Benchmarking a system

Profiling a Program tells us where hotpots in a programs execution are, what parts are the bottleneck and where we should focus our attention when trying to improve performance, but it’s just as important for us to know what the theoretical best performance is that we can get given some hardware. (More on this in Brent’s Theorem & Task Level Parallelism as well).

Why benchmark?

There is no point repeatedly trying to optimize some code just because it takes up the most time when that part of the code is already performing very close to it’s theoretical maximum. Some code can only execute so fast on some given hardware and there is no point trying to optimize it further.

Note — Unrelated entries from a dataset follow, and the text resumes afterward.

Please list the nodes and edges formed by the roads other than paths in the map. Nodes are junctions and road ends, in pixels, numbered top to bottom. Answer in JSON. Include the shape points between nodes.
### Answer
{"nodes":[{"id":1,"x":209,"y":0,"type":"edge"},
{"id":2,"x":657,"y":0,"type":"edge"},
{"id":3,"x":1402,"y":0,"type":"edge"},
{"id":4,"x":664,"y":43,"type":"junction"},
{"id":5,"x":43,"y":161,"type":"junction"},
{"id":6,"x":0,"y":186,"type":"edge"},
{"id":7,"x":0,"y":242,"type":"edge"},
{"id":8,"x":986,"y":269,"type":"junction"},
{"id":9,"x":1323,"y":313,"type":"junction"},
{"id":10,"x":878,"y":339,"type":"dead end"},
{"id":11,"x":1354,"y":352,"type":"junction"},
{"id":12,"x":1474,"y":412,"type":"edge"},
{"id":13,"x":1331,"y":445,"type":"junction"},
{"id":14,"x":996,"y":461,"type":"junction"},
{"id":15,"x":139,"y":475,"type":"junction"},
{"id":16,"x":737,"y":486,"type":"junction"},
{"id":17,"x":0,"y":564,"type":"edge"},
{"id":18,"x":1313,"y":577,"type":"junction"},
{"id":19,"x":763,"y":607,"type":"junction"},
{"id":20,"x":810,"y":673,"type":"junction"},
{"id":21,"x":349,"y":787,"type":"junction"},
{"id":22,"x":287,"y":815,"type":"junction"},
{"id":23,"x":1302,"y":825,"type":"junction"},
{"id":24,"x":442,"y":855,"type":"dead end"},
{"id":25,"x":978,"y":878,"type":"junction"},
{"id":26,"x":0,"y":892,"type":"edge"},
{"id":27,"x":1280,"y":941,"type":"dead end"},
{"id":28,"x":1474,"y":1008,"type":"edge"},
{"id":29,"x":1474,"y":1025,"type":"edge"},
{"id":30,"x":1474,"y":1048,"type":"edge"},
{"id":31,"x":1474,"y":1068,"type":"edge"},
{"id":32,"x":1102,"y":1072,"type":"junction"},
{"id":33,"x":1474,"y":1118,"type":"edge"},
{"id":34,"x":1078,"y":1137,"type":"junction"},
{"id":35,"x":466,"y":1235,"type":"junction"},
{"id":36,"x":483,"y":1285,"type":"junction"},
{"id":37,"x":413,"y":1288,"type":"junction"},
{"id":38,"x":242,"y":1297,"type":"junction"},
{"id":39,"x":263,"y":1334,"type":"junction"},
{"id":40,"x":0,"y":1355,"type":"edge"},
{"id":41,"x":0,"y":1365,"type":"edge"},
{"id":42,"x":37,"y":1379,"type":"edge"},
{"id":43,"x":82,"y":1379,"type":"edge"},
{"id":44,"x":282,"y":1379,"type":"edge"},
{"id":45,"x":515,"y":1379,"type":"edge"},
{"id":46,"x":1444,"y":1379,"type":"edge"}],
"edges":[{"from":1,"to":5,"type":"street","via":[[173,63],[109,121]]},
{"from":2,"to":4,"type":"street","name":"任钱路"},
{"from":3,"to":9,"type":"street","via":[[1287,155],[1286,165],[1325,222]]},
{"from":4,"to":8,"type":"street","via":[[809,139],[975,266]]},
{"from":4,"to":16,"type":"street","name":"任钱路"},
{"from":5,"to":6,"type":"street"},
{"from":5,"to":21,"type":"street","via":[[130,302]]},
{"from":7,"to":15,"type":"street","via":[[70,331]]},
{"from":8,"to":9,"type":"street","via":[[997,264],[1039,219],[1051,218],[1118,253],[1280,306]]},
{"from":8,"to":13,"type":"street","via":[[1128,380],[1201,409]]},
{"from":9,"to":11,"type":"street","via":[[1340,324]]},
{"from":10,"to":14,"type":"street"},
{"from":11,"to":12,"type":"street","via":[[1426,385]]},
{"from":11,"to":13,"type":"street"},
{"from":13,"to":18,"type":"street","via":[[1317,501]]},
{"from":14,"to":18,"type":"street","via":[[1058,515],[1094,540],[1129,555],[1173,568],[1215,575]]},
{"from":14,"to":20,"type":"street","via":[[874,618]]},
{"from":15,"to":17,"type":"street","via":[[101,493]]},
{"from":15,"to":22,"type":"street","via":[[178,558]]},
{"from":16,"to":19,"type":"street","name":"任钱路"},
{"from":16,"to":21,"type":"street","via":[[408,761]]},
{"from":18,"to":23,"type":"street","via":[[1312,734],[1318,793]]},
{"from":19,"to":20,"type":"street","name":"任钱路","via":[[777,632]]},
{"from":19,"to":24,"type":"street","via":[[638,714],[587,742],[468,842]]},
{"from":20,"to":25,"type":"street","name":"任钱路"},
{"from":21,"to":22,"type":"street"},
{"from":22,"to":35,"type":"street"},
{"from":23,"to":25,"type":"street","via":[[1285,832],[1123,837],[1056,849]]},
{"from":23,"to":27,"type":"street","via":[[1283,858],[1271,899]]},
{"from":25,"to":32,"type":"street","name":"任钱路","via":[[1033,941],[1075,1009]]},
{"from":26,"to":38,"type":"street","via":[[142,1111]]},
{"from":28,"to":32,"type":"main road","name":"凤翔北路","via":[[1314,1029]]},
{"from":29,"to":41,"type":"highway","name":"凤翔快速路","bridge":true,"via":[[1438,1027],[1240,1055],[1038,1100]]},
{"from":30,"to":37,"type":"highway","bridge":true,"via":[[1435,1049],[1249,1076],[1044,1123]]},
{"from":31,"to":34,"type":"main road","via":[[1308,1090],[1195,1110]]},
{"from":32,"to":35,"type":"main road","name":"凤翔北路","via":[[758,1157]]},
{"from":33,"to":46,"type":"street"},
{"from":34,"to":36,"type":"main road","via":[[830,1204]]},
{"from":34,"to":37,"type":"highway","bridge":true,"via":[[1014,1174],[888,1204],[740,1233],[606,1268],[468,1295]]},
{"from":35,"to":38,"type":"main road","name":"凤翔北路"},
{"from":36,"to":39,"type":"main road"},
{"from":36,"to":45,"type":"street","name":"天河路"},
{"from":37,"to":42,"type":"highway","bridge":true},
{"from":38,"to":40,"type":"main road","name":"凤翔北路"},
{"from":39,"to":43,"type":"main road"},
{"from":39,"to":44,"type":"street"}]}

https://stackoverflow.com/questions/329174/what-is-flop-s-and-is-it-a-good-measure-of-performance

If you know the CPU’s theoretical peak performance in FLOPS, you can work out how efficiently you use the CPU’s floating point units, which are often one of the hard to utilize efficiently. A program which runs 30% of the FLOPS the CPU is capable of, has room for optimization. One which runs at 70% is probably not going to get much more efficient unless you change the basic algorithm. For math-heavy algorithms like yours, that is pretty much the standard way to measure performance. You could simply measure how long a program takes to run, but that varies wildly depending on CPU. But if your program has a 50% CPU utilization (relative to the peak FLOPS count), that is a somewhat more constant value (it’ll still vary between radically different CPU architectures, but it’s a lot more consistent than execution time). But knowing that “My CPU is capable of X GFLOPS, and I’m only actually achieving a throughput of, say, 20% of that” is very valuable information in high-performance software. It means that something other than the floating point ops is holding you back, and preventing the FP units from working efficiently. And since the FP units constitute the bulk of the work, that means your software has a problem. It’s easy to measure “My program runs in X minutes”, and if you feel that is unacceptable then sure, you can go “I wonder if I can chop 30% off that”, but you don’t know if that is possible unless you work out exactly how much work is being done, and exactly what the CPU is capable of at peak. How much time do you want to spend optimizing this, if you don’t even know whether the CPU is fundamentally capable of running any more instructions per second?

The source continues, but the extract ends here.